Si les États-Unis étaient la destination privilégiée des acheteurs chinois fortunés en 2023, la donne a changé en 2024. Les millionnaires chinois se tournent désormais vers la Thaïlande, l’Australie, Singapour et le Royaume-Uni pour leurs investissements immobiliers de plus de cinq millions de dollars, selon les données de l’agence immobilière Juwai IQI.
"L’investissement chinois dans l’immobilier américain a chuté de plus de 50% depuis son pic en 2017", déclare Kashif Ansari, cofondateur et PDG du groupe Juwai IQI. "Les acheteurs recherchent des alternatives plus accessibles." Cette tendance reflète un certain désenchantement envers les États-Unis.
Les ventes de logements anciens aux États-Unis ont chuté plus que prévu en mars (-5,9%). Cette baisse est due à une diminution de la demande, alimentée par les inquiétudes croissantes concernant un ralentissement économique causé par les droits de douane, selon la National Association of Realtors (NAR).
Les données de la NAR montrent que les investisseurs chinois sont restés les principaux acheteurs étrangers de biens résidentiels aux États-Unis pour la onzième année consécutive, mais leur investissement a diminué de plus de 40% par rapport à l’année précédente.
Les Chinois ont dépensé 7,5 milliards de dollars en logements américains au cours des 12 mois précédant mars 2024, contre 13 milliards de dollars sur la même période l’année précédente, toujours selon la NAR.
Les agents immobiliers constatent qu’un nombre croissant d’acheteurs chinois se tournent vers des marchés comme l’Australie, Singapour et le Royaume-Uni. "Même les Américains ne veulent plus vivre dans leur pays en ce moment", souligne Peter Li, directeur général de l’agence immobilière australienne Plus Agency. "Mes acheteurs considèrent les États-Unis comme un endroit un peu plus chaotique et incertain en ce moment et préfèrent l’Australie."

En revanche, au premier trimestre, les acheteurs chinois ont acquis 301 logements à Singapour, soit 42% de plus que les 212 logements acquis par ce groupe d’investisseurs un an auparavant, selon les données officielles.
Singapour : un nouvel eldorado pour les investisseurs chinois ?
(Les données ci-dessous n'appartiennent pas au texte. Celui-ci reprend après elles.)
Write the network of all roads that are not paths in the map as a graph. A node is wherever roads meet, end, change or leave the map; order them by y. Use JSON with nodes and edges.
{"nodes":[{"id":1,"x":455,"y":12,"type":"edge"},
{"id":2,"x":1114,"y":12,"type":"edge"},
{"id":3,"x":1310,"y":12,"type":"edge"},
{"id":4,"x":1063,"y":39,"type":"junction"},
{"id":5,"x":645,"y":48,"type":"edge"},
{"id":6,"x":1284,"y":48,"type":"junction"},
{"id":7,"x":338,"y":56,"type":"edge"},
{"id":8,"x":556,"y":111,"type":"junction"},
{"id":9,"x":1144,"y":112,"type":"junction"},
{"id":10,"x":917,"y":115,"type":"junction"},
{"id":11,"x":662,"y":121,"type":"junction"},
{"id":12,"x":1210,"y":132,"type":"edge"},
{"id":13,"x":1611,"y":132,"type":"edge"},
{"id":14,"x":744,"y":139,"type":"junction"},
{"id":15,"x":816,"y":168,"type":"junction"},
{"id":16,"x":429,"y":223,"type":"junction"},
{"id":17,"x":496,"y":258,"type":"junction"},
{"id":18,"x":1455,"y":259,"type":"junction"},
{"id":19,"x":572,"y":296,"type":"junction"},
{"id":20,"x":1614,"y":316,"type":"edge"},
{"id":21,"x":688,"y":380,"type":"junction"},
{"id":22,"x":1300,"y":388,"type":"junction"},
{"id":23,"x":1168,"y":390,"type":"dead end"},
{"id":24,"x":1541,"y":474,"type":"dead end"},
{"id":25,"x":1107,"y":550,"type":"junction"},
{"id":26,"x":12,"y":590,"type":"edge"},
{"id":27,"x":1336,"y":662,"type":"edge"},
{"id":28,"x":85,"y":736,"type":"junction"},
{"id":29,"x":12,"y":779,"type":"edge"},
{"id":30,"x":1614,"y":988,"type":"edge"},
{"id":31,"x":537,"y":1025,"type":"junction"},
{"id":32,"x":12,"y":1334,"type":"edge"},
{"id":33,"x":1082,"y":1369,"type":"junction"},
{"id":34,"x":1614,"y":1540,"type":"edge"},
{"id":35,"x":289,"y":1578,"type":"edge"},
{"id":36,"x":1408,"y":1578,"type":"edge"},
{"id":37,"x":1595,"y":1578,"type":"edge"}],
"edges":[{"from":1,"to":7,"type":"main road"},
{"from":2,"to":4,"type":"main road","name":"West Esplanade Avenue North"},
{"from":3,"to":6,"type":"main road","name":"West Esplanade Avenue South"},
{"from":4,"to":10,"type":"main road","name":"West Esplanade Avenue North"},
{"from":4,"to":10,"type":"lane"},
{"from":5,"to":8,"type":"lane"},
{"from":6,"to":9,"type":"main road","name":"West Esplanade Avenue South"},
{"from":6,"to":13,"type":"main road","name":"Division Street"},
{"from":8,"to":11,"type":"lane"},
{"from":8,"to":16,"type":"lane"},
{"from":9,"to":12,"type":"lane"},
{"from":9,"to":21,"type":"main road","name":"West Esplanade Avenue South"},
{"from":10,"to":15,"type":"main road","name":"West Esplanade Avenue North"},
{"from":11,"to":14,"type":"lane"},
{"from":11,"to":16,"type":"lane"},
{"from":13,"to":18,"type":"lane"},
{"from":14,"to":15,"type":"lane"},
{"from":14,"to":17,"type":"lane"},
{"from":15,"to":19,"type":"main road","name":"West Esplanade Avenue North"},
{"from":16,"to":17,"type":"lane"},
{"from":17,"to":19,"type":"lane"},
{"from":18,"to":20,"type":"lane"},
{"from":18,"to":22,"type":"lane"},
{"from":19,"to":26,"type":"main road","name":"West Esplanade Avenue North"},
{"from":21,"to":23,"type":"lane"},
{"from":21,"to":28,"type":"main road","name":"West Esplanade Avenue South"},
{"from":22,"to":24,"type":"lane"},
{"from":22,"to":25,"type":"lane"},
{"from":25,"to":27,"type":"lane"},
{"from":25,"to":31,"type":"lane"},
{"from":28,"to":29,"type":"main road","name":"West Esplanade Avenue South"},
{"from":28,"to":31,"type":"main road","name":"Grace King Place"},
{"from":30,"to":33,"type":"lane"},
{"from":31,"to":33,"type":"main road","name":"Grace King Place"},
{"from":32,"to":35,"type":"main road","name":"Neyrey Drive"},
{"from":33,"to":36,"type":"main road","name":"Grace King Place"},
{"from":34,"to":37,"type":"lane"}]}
"Depuis avril, il semble y avoir une reprise des demandes de renseignements d’entreprises chinoises concernant l’immobilier industriel", ajoute Alan Cheong, directeur exécutif de la recherche et du conseil chez Savills Singapour. "Il est encore trop tôt pour savoir si ces demandes aboutiront à un accord. Mais si c’est le cas, cela augmenterait la probabilité qu’ils acquièrent des logements particuliers."
Une étude publiée par Savills a révélé que Singapour est devenu le lieu de prédilection pour la relocalisation des entreprises chinoises. La ville-État a également occupé la troisième place en termes de relocalisation de personnes fortunées.
"Singapour offre aux personnes et aux familles fortunées une combinaison idéale de stabilité politique, d’allégements fiscaux, d’un cadre juridique solide, d’une éducation et de soins médicaux de premier ordre", affirme George Tan, directeur général de Livethere Residential chez Savills Singapour. "Avec des options résidentielles de luxe et un écosystème commercial prospère, elle est devenue une destination mondiale de premier plan pour ceux qui cherchent à préserver leur patrimoine, leur connectivité et un style de vie de luxe."
Le Royaume-Uni : un marché toujours attractif
Le même intérêt des investisseurs chinois se manifeste également au Royaume-Uni, selon David Johnson, directeur général du cabinet de conseil immobilier Inhous, avec des bureaux à Londres et Dublin (Irlande). "Nous avons aidé plusieurs acheteurs chinois dans leur recherche de propriétés, car ils estiment que le marché immobilier américain devient trop volatil en raison des événements politiques. Londres reste attrayante pour ses excellentes universités, un paysage culturel de grand prestige et des opportunités professionnelles, ainsi que pour ses liaisons de transport rapides avec l’Europe."
La "golden visa" de Trump : un atout caché ?
Malgré tout, le marché immobilier américain conserve un atout dans sa manche: Trump a présenté en février dernier une "golden visa" qui accorderait aux immigrants fortunés le droit de rester aux États-Unis indéfiniment avec un investissement de 5 millions de dollars. Reste à voir si cette mesure suffira à inverser la tendance actuelle.